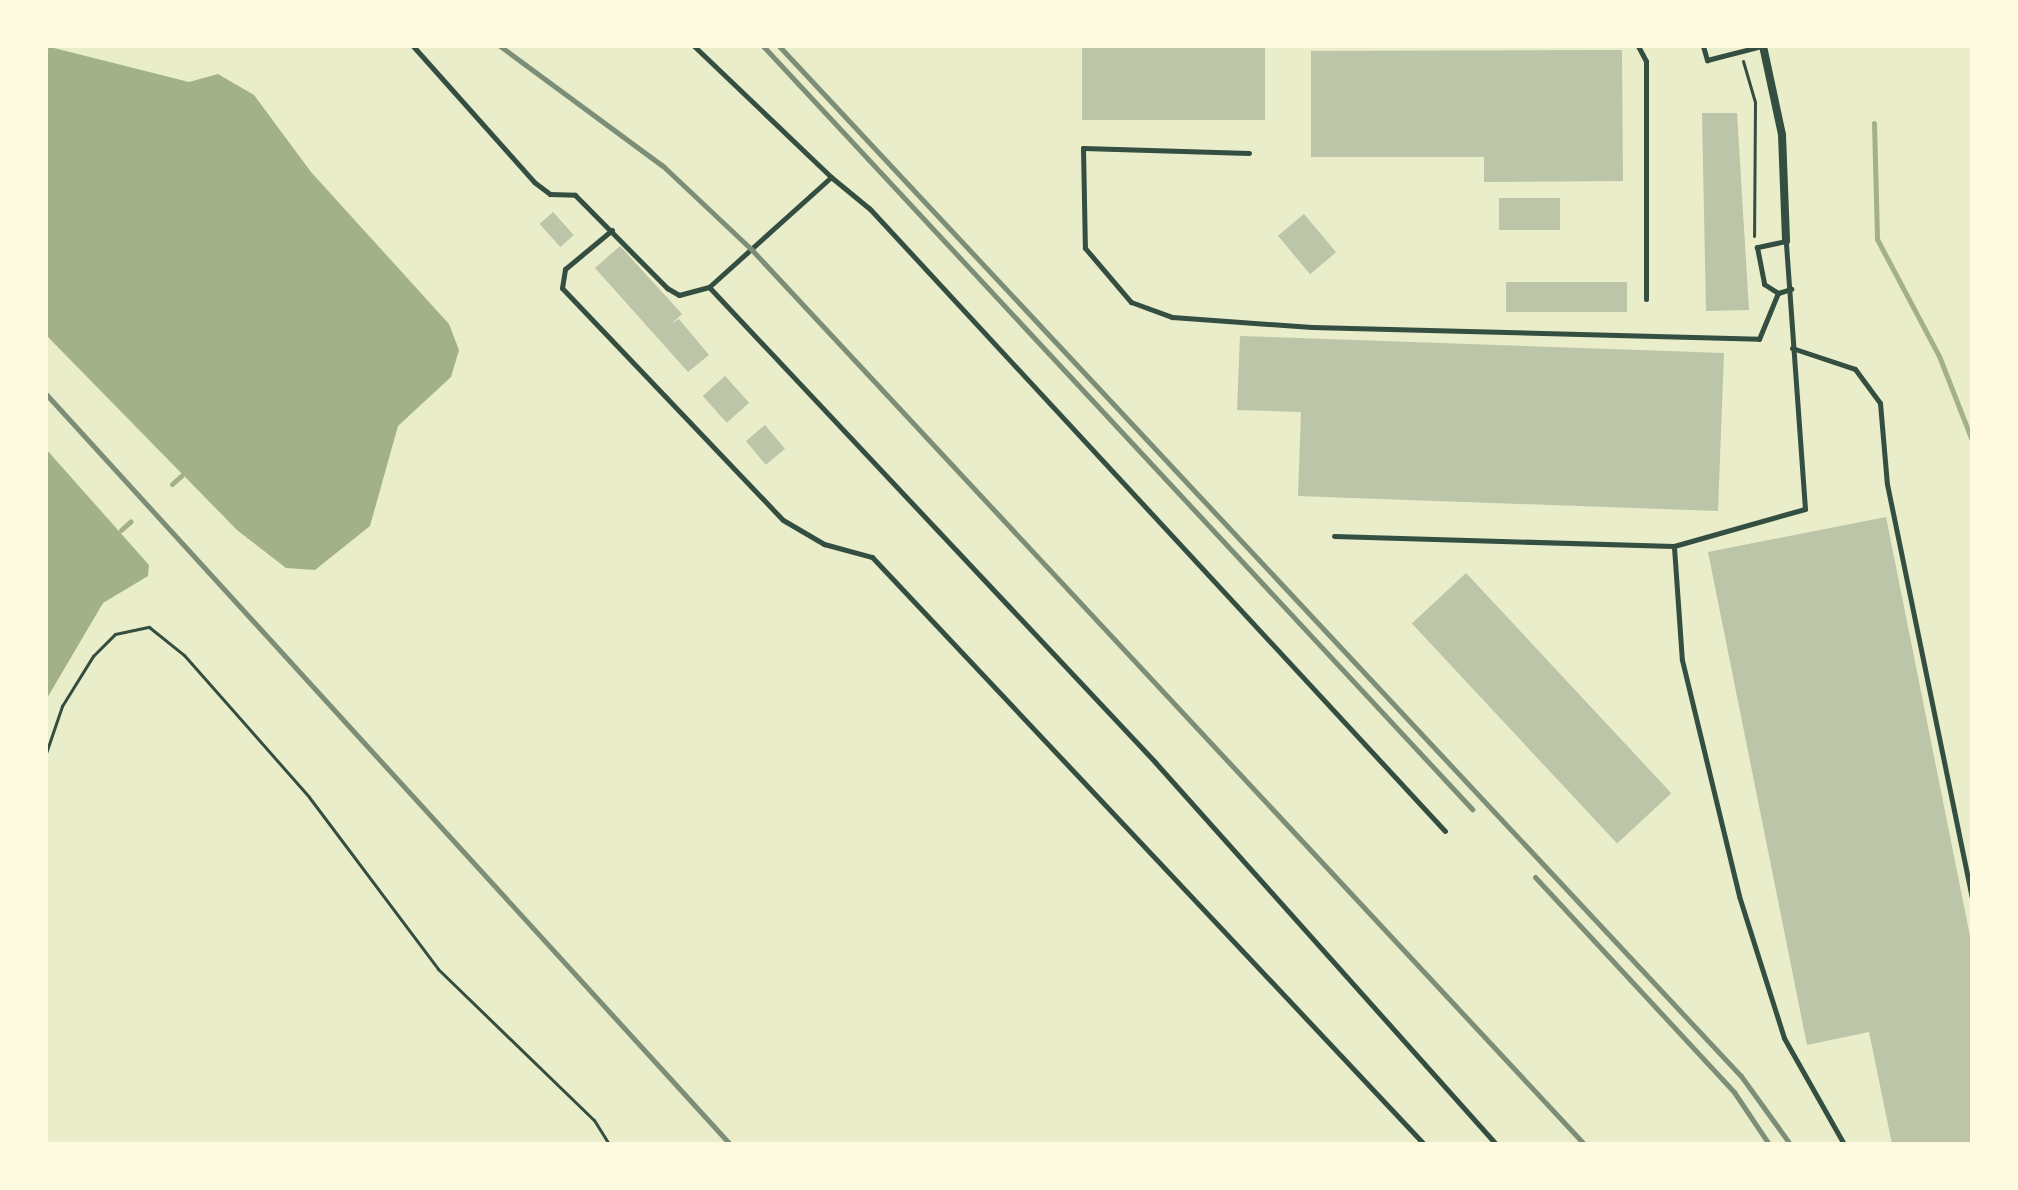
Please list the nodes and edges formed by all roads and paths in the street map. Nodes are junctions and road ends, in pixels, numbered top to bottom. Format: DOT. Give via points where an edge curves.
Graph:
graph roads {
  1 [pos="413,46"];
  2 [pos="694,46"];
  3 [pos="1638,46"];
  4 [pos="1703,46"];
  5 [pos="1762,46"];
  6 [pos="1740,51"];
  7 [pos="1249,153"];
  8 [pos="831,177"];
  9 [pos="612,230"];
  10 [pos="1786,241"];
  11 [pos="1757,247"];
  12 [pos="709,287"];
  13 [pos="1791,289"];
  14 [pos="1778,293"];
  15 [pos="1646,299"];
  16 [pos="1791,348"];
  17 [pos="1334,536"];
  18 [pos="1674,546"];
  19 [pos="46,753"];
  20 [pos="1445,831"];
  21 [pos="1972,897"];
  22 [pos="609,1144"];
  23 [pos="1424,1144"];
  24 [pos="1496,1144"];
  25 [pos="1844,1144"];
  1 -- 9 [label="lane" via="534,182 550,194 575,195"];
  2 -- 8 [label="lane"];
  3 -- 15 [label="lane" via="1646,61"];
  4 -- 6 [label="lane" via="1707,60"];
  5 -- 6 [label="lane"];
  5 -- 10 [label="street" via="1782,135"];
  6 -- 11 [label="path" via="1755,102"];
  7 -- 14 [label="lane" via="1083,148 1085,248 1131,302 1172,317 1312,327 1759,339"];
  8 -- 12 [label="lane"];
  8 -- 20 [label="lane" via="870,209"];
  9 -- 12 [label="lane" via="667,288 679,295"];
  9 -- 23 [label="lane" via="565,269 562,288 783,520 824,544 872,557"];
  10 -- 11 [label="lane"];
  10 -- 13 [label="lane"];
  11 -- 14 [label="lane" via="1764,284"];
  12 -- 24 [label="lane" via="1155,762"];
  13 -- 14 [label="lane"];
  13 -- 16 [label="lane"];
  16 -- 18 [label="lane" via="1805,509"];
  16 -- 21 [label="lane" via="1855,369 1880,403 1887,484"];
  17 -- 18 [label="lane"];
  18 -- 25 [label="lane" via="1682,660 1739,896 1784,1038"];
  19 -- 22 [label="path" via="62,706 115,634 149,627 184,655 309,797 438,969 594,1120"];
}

#### EXERCISE AIM:
Set down all records verbatim, omitting images.

#### WRITTEN SOLUTION:
Please list the nodes and edges formed by all roads and paths in the street map. Nodes are junctions and road ends, in pixels, numbered top to bottom. Format: DOT. Give via points where an edge curves.
Graph:
graph roads {
  1 [pos="413,46"];
  2 [pos="694,46"];
  3 [pos="1638,46"];
  4 [pos="1703,46"];
  5 [pos="1762,46"];
  6 [pos="1740,51"];
  7 [pos="1249,153"];
  8 [pos="831,177"];
  9 [pos="612,230"];
  10 [pos="1786,241"];
  11 [pos="1757,247"];
  12 [pos="709,287"];
  13 [pos="1791,289"];
  14 [pos="1778,293"];
  15 [pos="1646,299"];
  16 [pos="1791,348"];
  17 [pos="1334,536"];
  18 [pos="1674,546"];
  19 [pos="46,753"];
  20 [pos="1445,831"];
  21 [pos="1972,897"];
  22 [pos="609,1144"];
  23 [pos="1424,1144"];
  24 [pos="1496,1144"];
  25 [pos="1844,1144"];
  1 -- 9 [label="lane" via="534,182 550,194 575,195"];
  2 -- 8 [label="lane"];
  3 -- 15 [label="lane" via="1646,61"];
  4 -- 6 [label="lane" via="1707,60"];
  5 -- 6 [label="lane"];
  5 -- 10 [label="street" via="1782,135"];
  6 -- 11 [label="path" via="1755,102"];
  7 -- 14 [label="lane" via="1083,148 1085,248 1131,302 1172,317 1312,327 1759,339"];
  8 -- 12 [label="lane"];
  8 -- 20 [label="lane" via="870,209"];
  9 -- 12 [label="lane" via="667,288 679,295"];
  9 -- 23 [label="lane" via="565,269 562,288 783,520 824,544 872,557"];
  10 -- 11 [label="lane"];
  10 -- 13 [label="lane"];
  11 -- 14 [label="lane" via="1764,284"];
  12 -- 24 [label="lane" via="1155,762"];
  13 -- 14 [label="lane"];
  13 -- 16 [label="lane"];
  16 -- 18 [label="lane" via="1805,509"];
  16 -- 21 [label="lane" via="1855,369 1880,403 1887,484"];
  17 -- 18 [label="lane"];
  18 -- 25 [label="lane" via="1682,660 1739,896 1784,1038"];
  19 -- 22 [label="path" via="62,706 115,634 149,627 184,655 309,797 438,969 594,1120"];
}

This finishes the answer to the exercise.